When it announced the deal in May 2016, Atlas lauded the deal, including the equity arrangement. Its share price soared 27% that day. Such jumps have been common when Amazon has done warrant deals with publicly traded suppliers—SpartanNash’s stock rose 26% on the day it announced its agreement.
The strike price for the Atlas warrants was $37.50, slightly below where the shares were trading before the deal was announced. Amazon later exercised warrants for 9% of Atlas’ stock and sold the shares, according to an Atlas spokeswoman. Amazon declined to comment on how much it made on its sale of Atlas stock.
Atlas shares closed on Monday at $67.31 a share.
Atlas has never done a similar deal, according to the Atlas spokeswoman. Amazon never named a director to Atlas’s board, she said.
Amazon also signed a vendor deal with Cargojet Inc. that included warrants. Cargojet didn’t respond to requests for comment.
Amazon often ties its warrants to how much business it gives a supplier. In a deal with Startek Inc., the Colorado-based call-center company agreed to give Amazon the right to acquire 20% of its shares if Amazon does $600 million of business with Startek over eight years. That would make Amazon Startek’s second-largest shareholder, if it were to obtain the warrants and exercise them. Startek didn’t respond to requests for comment.

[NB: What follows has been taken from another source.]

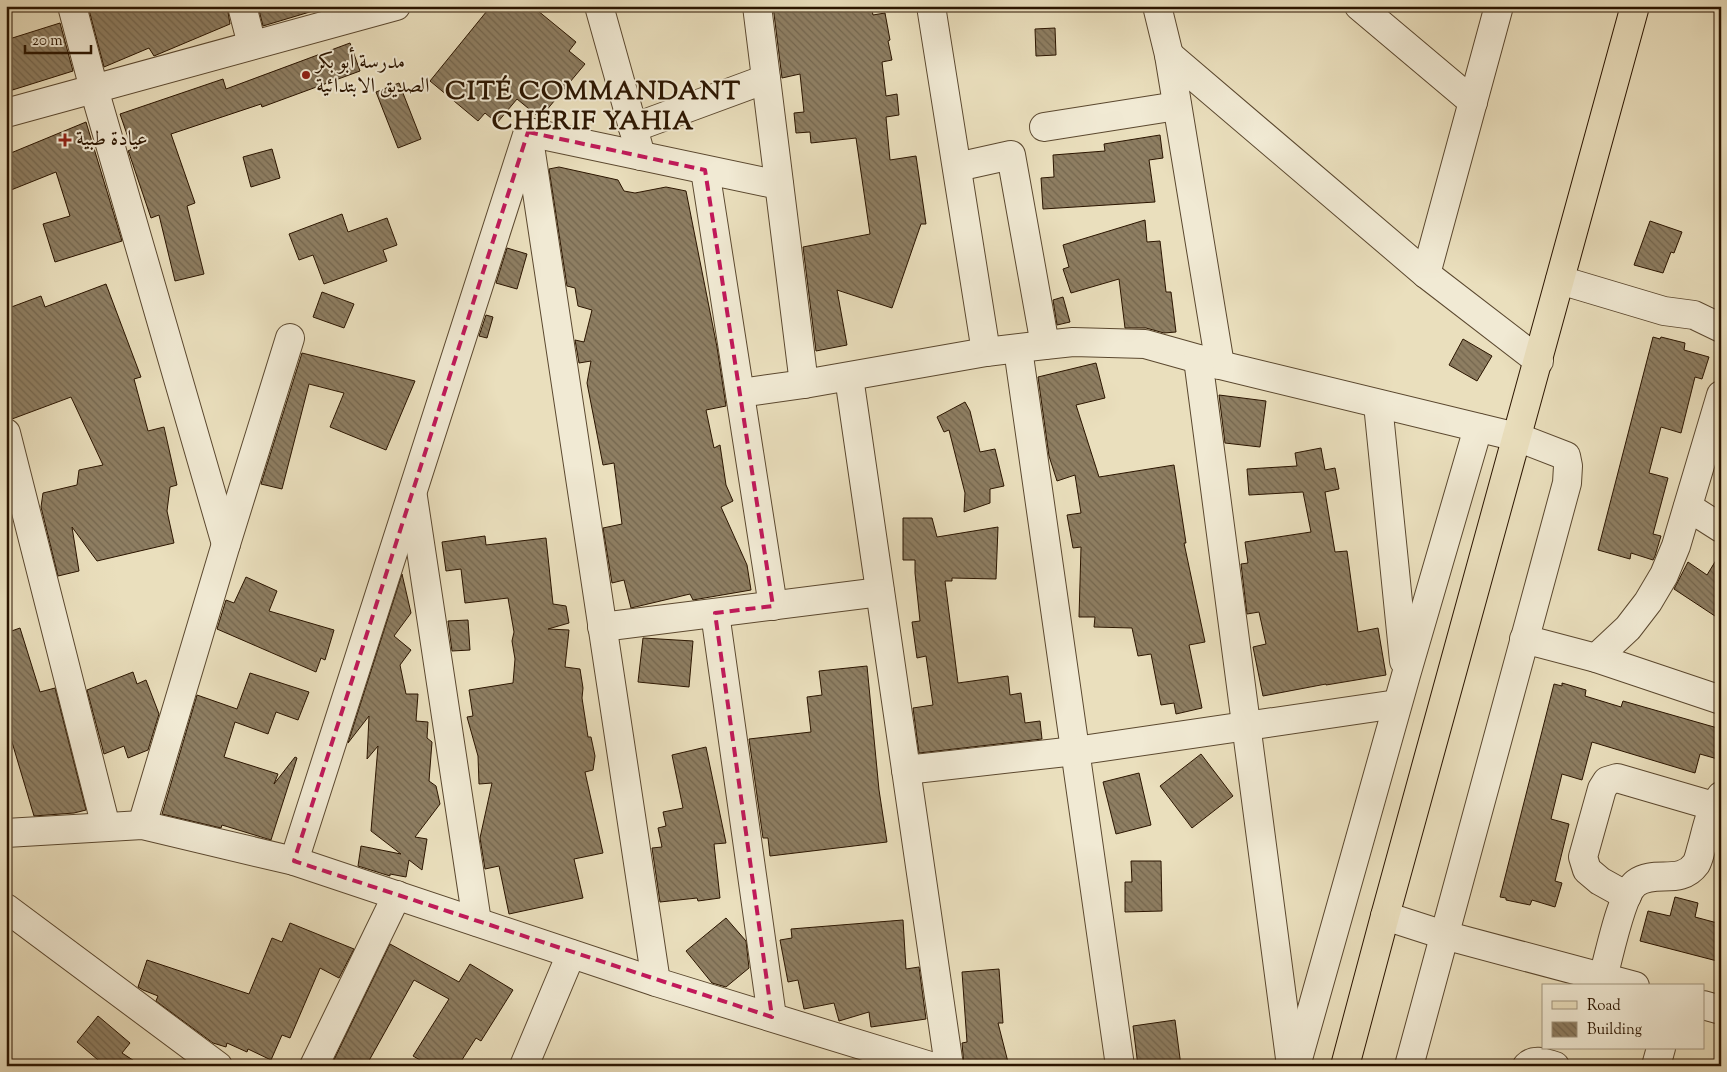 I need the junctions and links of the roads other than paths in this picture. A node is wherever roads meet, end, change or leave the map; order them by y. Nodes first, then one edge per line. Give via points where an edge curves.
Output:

Former Amazon executives said they avoided doing anything during supplier negotiations, such as putting its ultimatums in writing, that would give fodder to critics who have said Amazon abuses its power. One of the former executives said that most companies complied with its demands over warrants. Several former Amazon executives who worked on such deals said in interviews that they found them to be unfair and one-sided, saying the companies weren’t in a position to refuse and that most of the upside went to Amazon.